Since it comes and go with compiler optimization changes and prototype changes, it's hard to say where the bug is, or when it started happening. If it's a compiler bug, it's also a lot hard to track down since what you think it is you're debugging might not be what's actually executing, and you need to get down in to the assembly code, which is never fun and takes forever to piece together what's happening.
This has all the signs of spending an enormous amount of time to find a simple, single character type-o kind of bug. :(
Well, with a little bit of juggling, I used the in-development unit test code for 0.6 that shows failures with the in-development 0.6 framework (with the header prototypes and optimization flags changes that produce errors) against a copy of the released 0.4 framework I had handy and it spit out:
Test Suite 'build/Debug/Unit Tests.octest(Tests)' finished at 2007-12-20 15:20:00 -0500.
Executed 72 tests, with 1 failure (1 unexpected) in 0.706 (2.208) seconds
The one failure has to do with the start of a unit test for a feature in 0.6, but not present in 0.4, so it's expected. I also had to comment out the NSData tests because those extensions aren't present in 0.4 either, but again, all failures accounted for.
So, that's good news.
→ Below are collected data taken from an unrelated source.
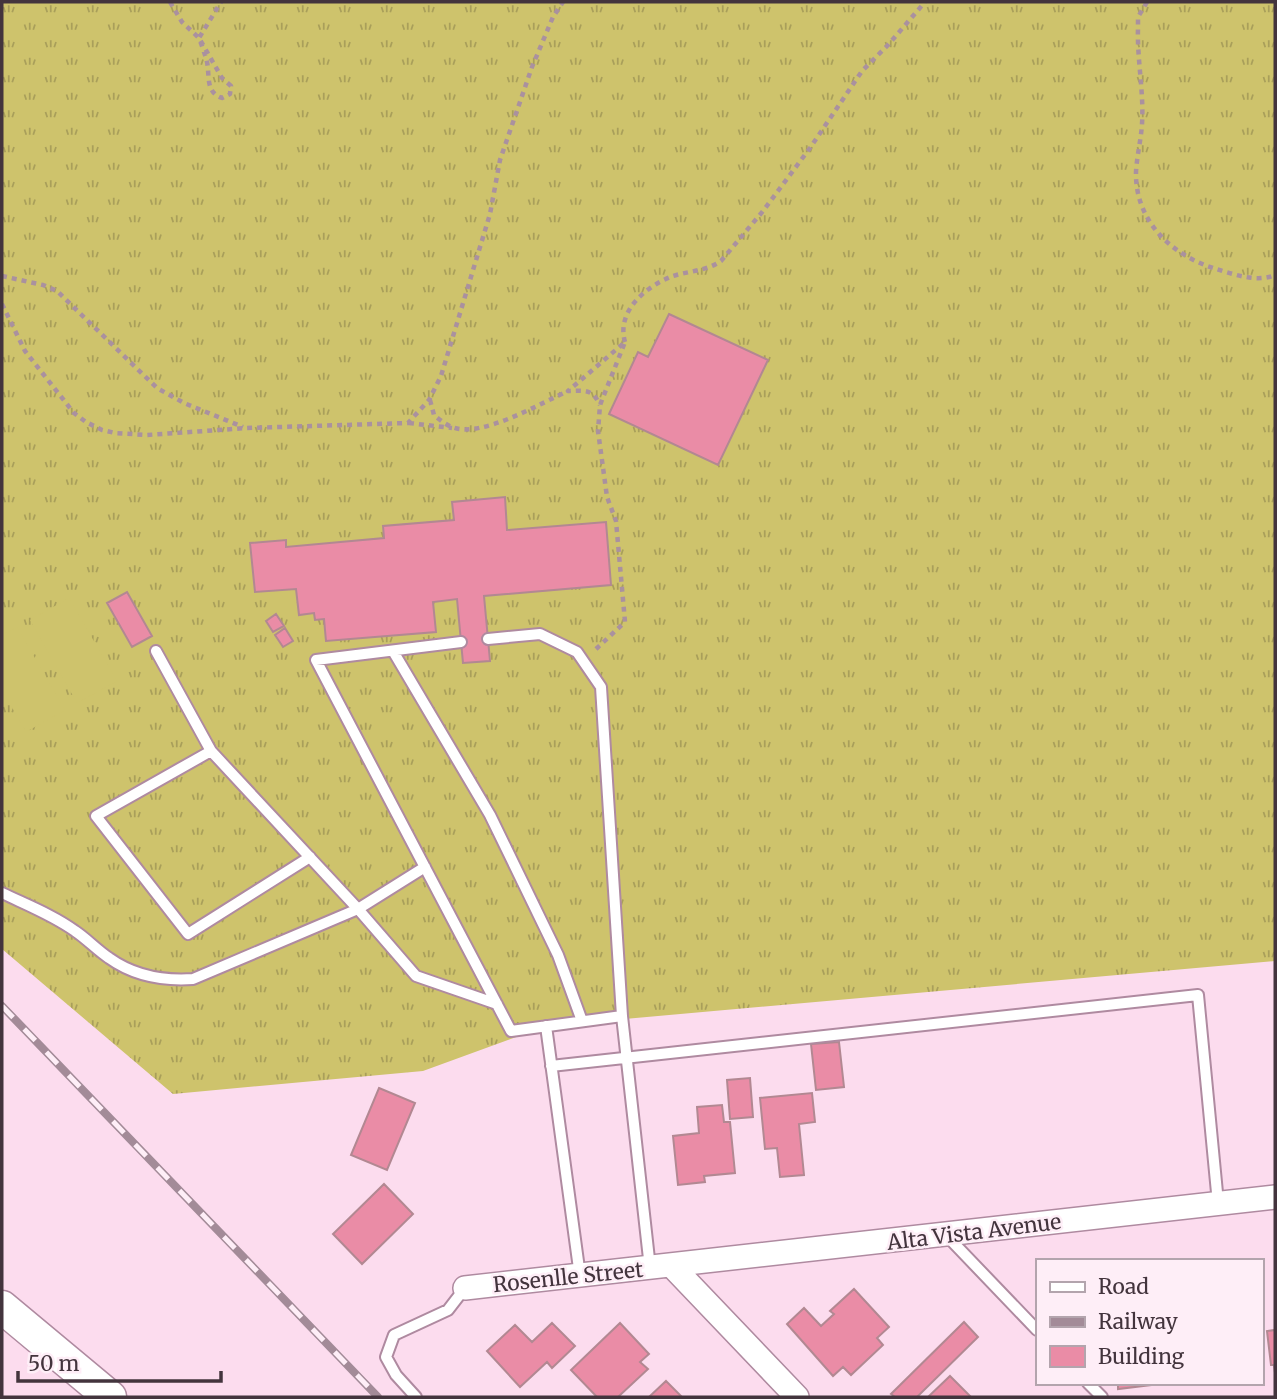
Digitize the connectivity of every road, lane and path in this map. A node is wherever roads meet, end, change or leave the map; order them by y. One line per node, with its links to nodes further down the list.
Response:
1 (170, 2): 6 (path)
2 (221, 2): 6 (path)
3 (563, 2): 12 (path)
4 (925, 2): 10 (path)
5 (1147, 2): 7 (path)
6 (199, 38): 6 (path)
7 (1275, 275)
8 (2, 276): 15 (path)
9 (2, 304): 15 (path)
10 (625, 342): 11 (path); 13 (path)
11 (568, 391): 13 (path); 16 (path)
12 (429, 400): 14 (path); 16 (path)
13 (600, 405): 21 (path)
14 (408, 423): 15 (path); 16 (path)
15 (247, 428)
16 (453, 428)
17 (488, 639): 21 (lane)
18 (461, 642): 20 (lane)
19 (156, 651): 22 (lane)
20 (393, 651): 24 (lane); 29 (lane)
21 (583, 661): 28 (lane)
22 (211, 751): 23 (lane); 23 (lane)
23 (310, 857): 26 (lane)
24 (425, 867): 26 (lane); 27 (lane)
25 (2, 893): 26 (lane)
26 (358, 909): 27 (lane)
27 (497, 1004): 30 (lane)
28 (622, 1016): 29 (lane); 31 (lane)
29 (582, 1021): 30 (lane)
30 (546, 1026): 32 (lane)
31 (628, 1057): 32 (lane); 34 (lane); 36 (lane)
32 (551, 1066): 37 (lane)
33 (1275, 1197): 34 (street, Alta Vista Avenue)
34 (1218, 1203): 35 (street, Alta Vista Avenue)
35 (946, 1235): 36 (street, Alta Vista Avenue); 40 (lane)
36 (661, 1267): 37 (street, Rosenlle Street); 43 (street)
37 (580, 1276): 38 (street, Rosenlle Street)
38 (465, 1288): 42 (lane)
39 (2, 1307): 41 (main road)
40 (1036, 1329)
41 (110, 1397)
42 (416, 1397)
43 (797, 1397)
In the process of doing all this, I think I tracked the error down. It has to do with adding the 'pure' attribute to RKRegexFromStringOrRegex, and there is a case that I had obviously not considered or realized that is not pure, namely when there is some kind of error in the regex, or anything that causes an NSException to be thrown. It's hard to predict exactly how this interacts with everything because it's a hint to the optimizer, which by definition is making changes to the way code executes that are not explicitly expressed in the source code.
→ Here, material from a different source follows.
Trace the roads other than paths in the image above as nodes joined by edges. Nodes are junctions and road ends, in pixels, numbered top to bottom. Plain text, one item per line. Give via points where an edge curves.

I still haven't looked at the original replacement issue as I'm knee deep in 0.6, but I will definitely look in to it before 0.6 is released. 0.6 will bring some API changes that make use of the standard error: NSError reporting method, all strings used be the framework prepped for internationalization (though none provided initially), and accelerated multithreaded matching of regular expressions in a collection (i.e, [@"Match test string" isMatchedByAnyRegexInSet:setOfRegexes], there's also array methods) which is taking up all of my time right now. It's pretty neat, it keeps track of the regexes in a collection and the number of times that regex was a match. It then keeps that list in sorted order, so the regexes with the highest hit count are tried first, and in parallel (number of threads == number of cores). This was inspired by the way Safari AdBlock uses RegexKit, which has to do bulk comparisons of a URL against a collection of regular expressions to determine if the URL should be blocked.
FYI,
The incorrect search and replace behavior is fixed in the upcoming 0.6 release. The change is in NSString.m, function RKStringByMatchingAndExpanding(), near the very end of the function. This is the bug fix in case anyone needs it, and I think it would be obvious which chunk of code this replaces (very similar):
if(expandOrReplace == YES) {
NSRange copySearchStringRange = NSMakeRange(searchIndex, (searchStringBuffer.length - searchIndex));
if((copyInstructionsBuffer.length == 0) && (NSEqualRanges(NSMakeRange(0, copyInstructionsBuffer.length), copySearchStringRange) == YES)) { return(searchString); } // There were no changes, so the replaced string == search string.
if(RKAppendCopyInstruction(©InstructionsBuffer, searchStringBuffer.characters, copySearchStringRange) == NO) { goto errorExit; }
}
In short, 'search and replace' operations which required no copies from a replacement string were incorrectly determined to be unedited, and therefore the original string could be returned instead. This fix also checks the range of the final string against the original search string to make sure catch these 'no copy instructions created, but still edited' conditions are handled.